The oft-quoted model for the new, likely soon-to-be-ubiquitous baseball pricing system is airline ticket purchasing. It’s almost certain readers have experienced first-hand the joys of last week’s $300 tickets this week being priced at $410. It’s a strong incentive to buy early before myriad contrived supply-and-demand factors are tossed into the algorithm and you end up paying through the nose. As noted before, inducing people to spend quickly and pinging those who do not is a sound business practice — if not an endearing one.

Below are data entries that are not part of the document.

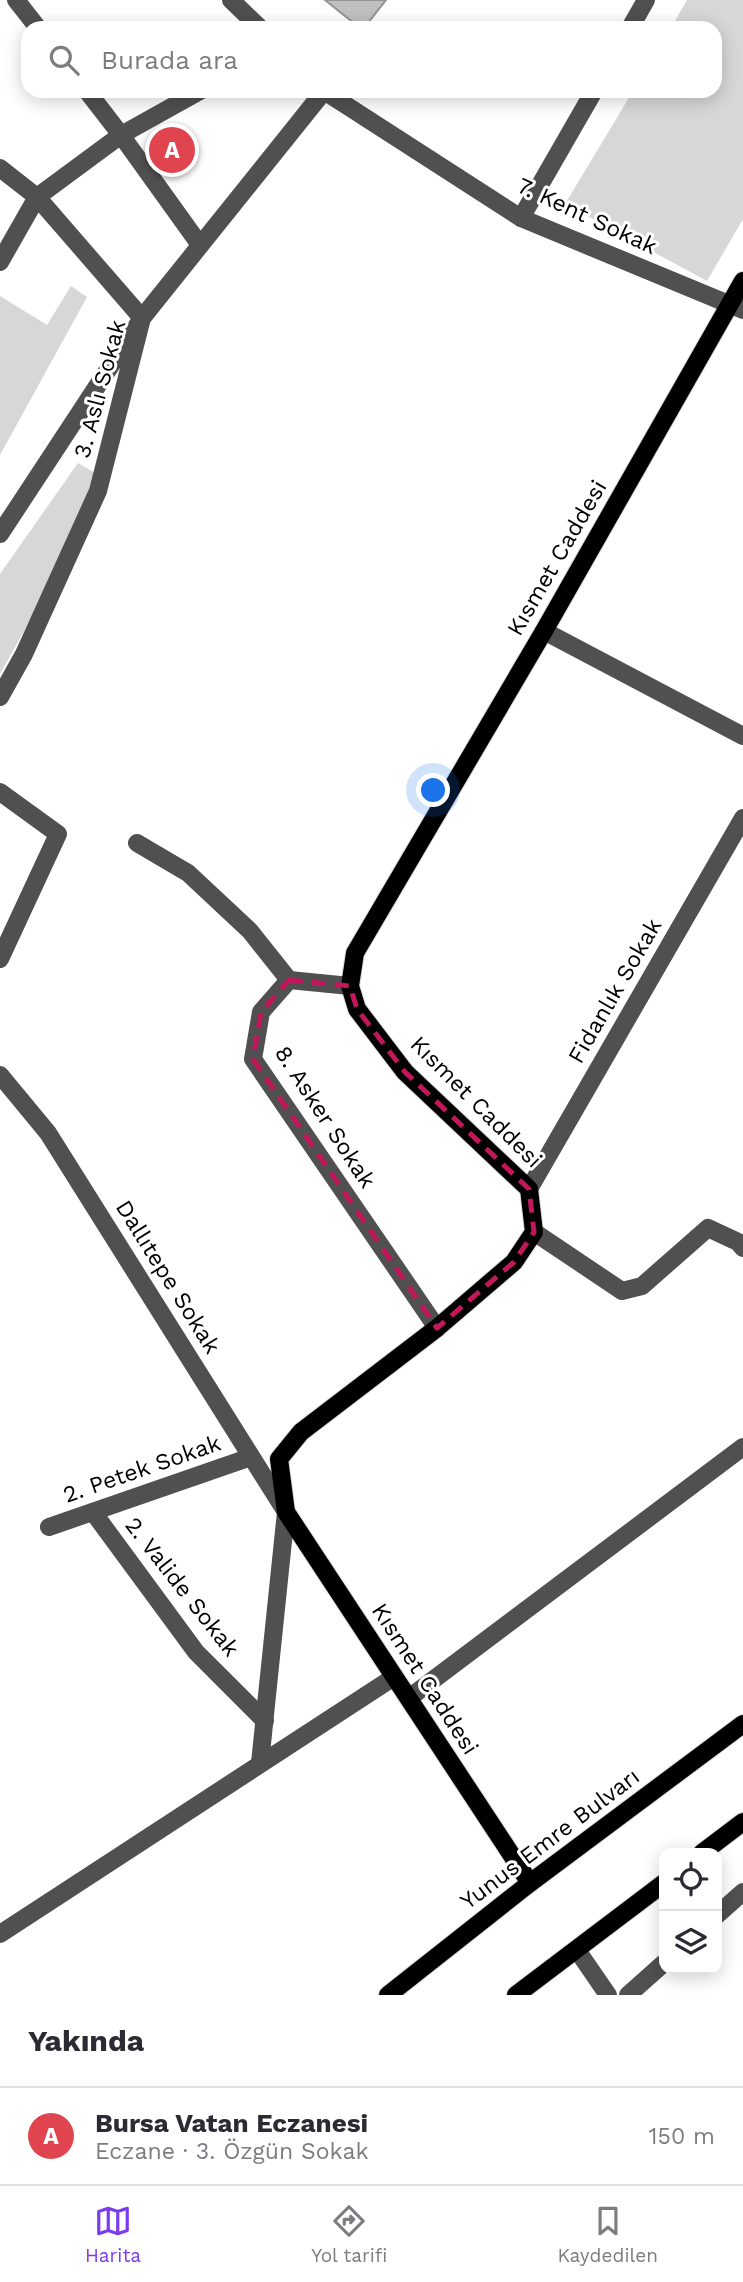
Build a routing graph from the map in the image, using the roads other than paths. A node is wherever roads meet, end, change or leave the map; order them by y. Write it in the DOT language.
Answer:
graph roads {
  1 [pos="16,0"];
  2 [pos="232,0"];
  3 [pos="646,0"];
  4 [pos="32,21"];
  5 [pos="253,21"];
  6 [pos="634,21"];
  7 [pos="92,98"];
  8 [pos="187,98"];
  9 [pos="318,98"];
  10 [pos="335,98"];
  11 [pos="590,98"];
  12 [pos="121,135"];
  13 [pos="0,168"];
  14 [pos="37,197"];
  15 [pos="521,218"];
  16 [pos="200,245"];
  17 [pos="0,262"];
  18 [pos="743,281"];
  19 [pos="736,308"];
  20 [pos="142,318"];
  21 [pos="0,534"];
  22 [pos="544,631"];
  23 [pos="0,697"];
  24 [pos="743,736"];
  25 [pos="0,792"];
  26 [pos="743,818"];
  27 [pos="137,843"];
  28 [pos="0,959"];
  29 [pos="289,979"];
  30 [pos="350,986"];
  31 [pos="0,1075"];
  32 [pos="529,1189"];
  33 [pos="534,1232"];
  34 [pos="741,1242"];
  35 [pos="437,1328"];
  36 [pos="743,1447"];
  37 [pos="251,1457"];
  38 [pos="93,1511"];
  39 [pos="286,1512"];
  40 [pos="49,1527"];
  41 [pos="394,1677"];
  42 [pos="408,1699"];
  43 [pos="265,1721"];
  44 [pos="743,1724"];
  45 [pos="260,1763"];
  46 [pos="743,1822"];
  47 [pos="709,1848"];
  48 [pos="530,1883"];
  49 [pos="659,1887"];
  50 [pos="743,1892"];
  51 [pos="722,1911"];
  52 [pos="0,1934"];
  53 [pos="577,1950"];
  54 [pos="659,1967"];
  55 [pos="388,1995"];
  56 [pos="516,1995"];
  57 [pos="608,1995"];
  58 [pos="628,1995"];
  1 -- 4 [label="street"];
  2 -- 5 [label="street"];
  3 -- 6 [label="street"];
  7 -- 12 [label="street"];
  8 -- 12 [label="street"];
  9 -- 16 [label="street, 3. Aslı Sokak"];
  10 -- 15 [label="street, 7. Kent Sokak"];
  11 -- 15 [label="street"];
  12 -- 14 [label="street"];
  12 -- 16 [label="street"];
  13 -- 14 [label="street"];
  14 -- 17 [label="street"];
  14 -- 20 [label="street"];
  15 -- 19 [label="street, 7. Kent Sokak"];
  16 -- 20 [label="street, 3. Aslı Sokak"];
  18 -- 19 [label="main road, Kısmet Caddesi"];
  19 -- 22 [label="main road, Kısmet Caddesi"];
  20 -- 21 [label="street"];
  20 -- 23 [label="street, 3. Aslı Sokak"];
  22 -- 24 [label="street"];
  22 -- 30 [label="main road, Kısmet Caddesi"];
  25 -- 28 [label="street"];
  26 -- 32 [label="street, Fidanlık Sokak"];
  27 -- 29 [label="street"];
  29 -- 30 [label="street"];
  29 -- 35 [label="street, 8. Asker Sokak"];
  30 -- 32 [label="main road, Kısmet Caddesi"];
  31 -- 37 [label="street, Dallıtepe Sokak"];
  32 -- 33 [label="main road, Kısmet Caddesi"];
  33 -- 34 [label="street"];
  33 -- 35 [label="main road, Kısmet Caddesi"];
  35 -- 39 [label="main road, Kısmet Caddesi"];
  36 -- 42 [label="street"];
  37 -- 38 [label="street, 2. Petek Sokak"];
  37 -- 39 [label="street, Dallıtepe Sokak"];
  38 -- 40 [label="street, 2. Petek Sokak"];
  38 -- 43 [label="street, 2. Valide Sokak"];
  39 -- 41 [label="main road, Kısmet Caddesi"];
  39 -- 43 [label="street"];
  41 -- 42 [label="main road, Kısmet Caddesi"];
  41 -- 45 [label="street"];
  42 -- 48 [label="main road, Kısmet Caddesi"];
  43 -- 45 [label="street"];
  44 -- 48 [label="main road, Yunus Emre Bulvarı"];
  45 -- 52 [label="street"];
  46 -- 47 [label="main road"];
  48 -- 55 [label="main road, Yunus Emre Bulvarı"];
  49 -- 53 [label="main road"];
  50 -- 51 [label="street"];
  53 -- 56 [label="main road"];
  53 -- 57 [label="street"];
  54 -- 58 [label="street"];
}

On the other hand, it just seems downright wrong that you should be made to pay more for a baseball game because it’s a “great day for baseball.” It seems exploitative that you should be made to cough up extra dollars when Tim Lincecum is on the mound; will we be given a deep discount when Zito is pitching or Pablo Sandoval takes a day off? Further following the airline model, will we be charged extra for using the restroom? Do clean seats cost more? Do I have to pay extra to stay out of the all-felon, all-drunk, all-jerks talking loudly about work on their iPhone section?

I can understand why the same seats that cost $5 vs. Pittsburgh will run you five times that when Boston comes to town (or more, if it’s a really nice day and Lincecum ends up taking on Josh Beckett). But the notion of “premium game pricing” sends fans an unmistakable message. It means “premium” teams visit AT&T Park, but the home squad is not one of them.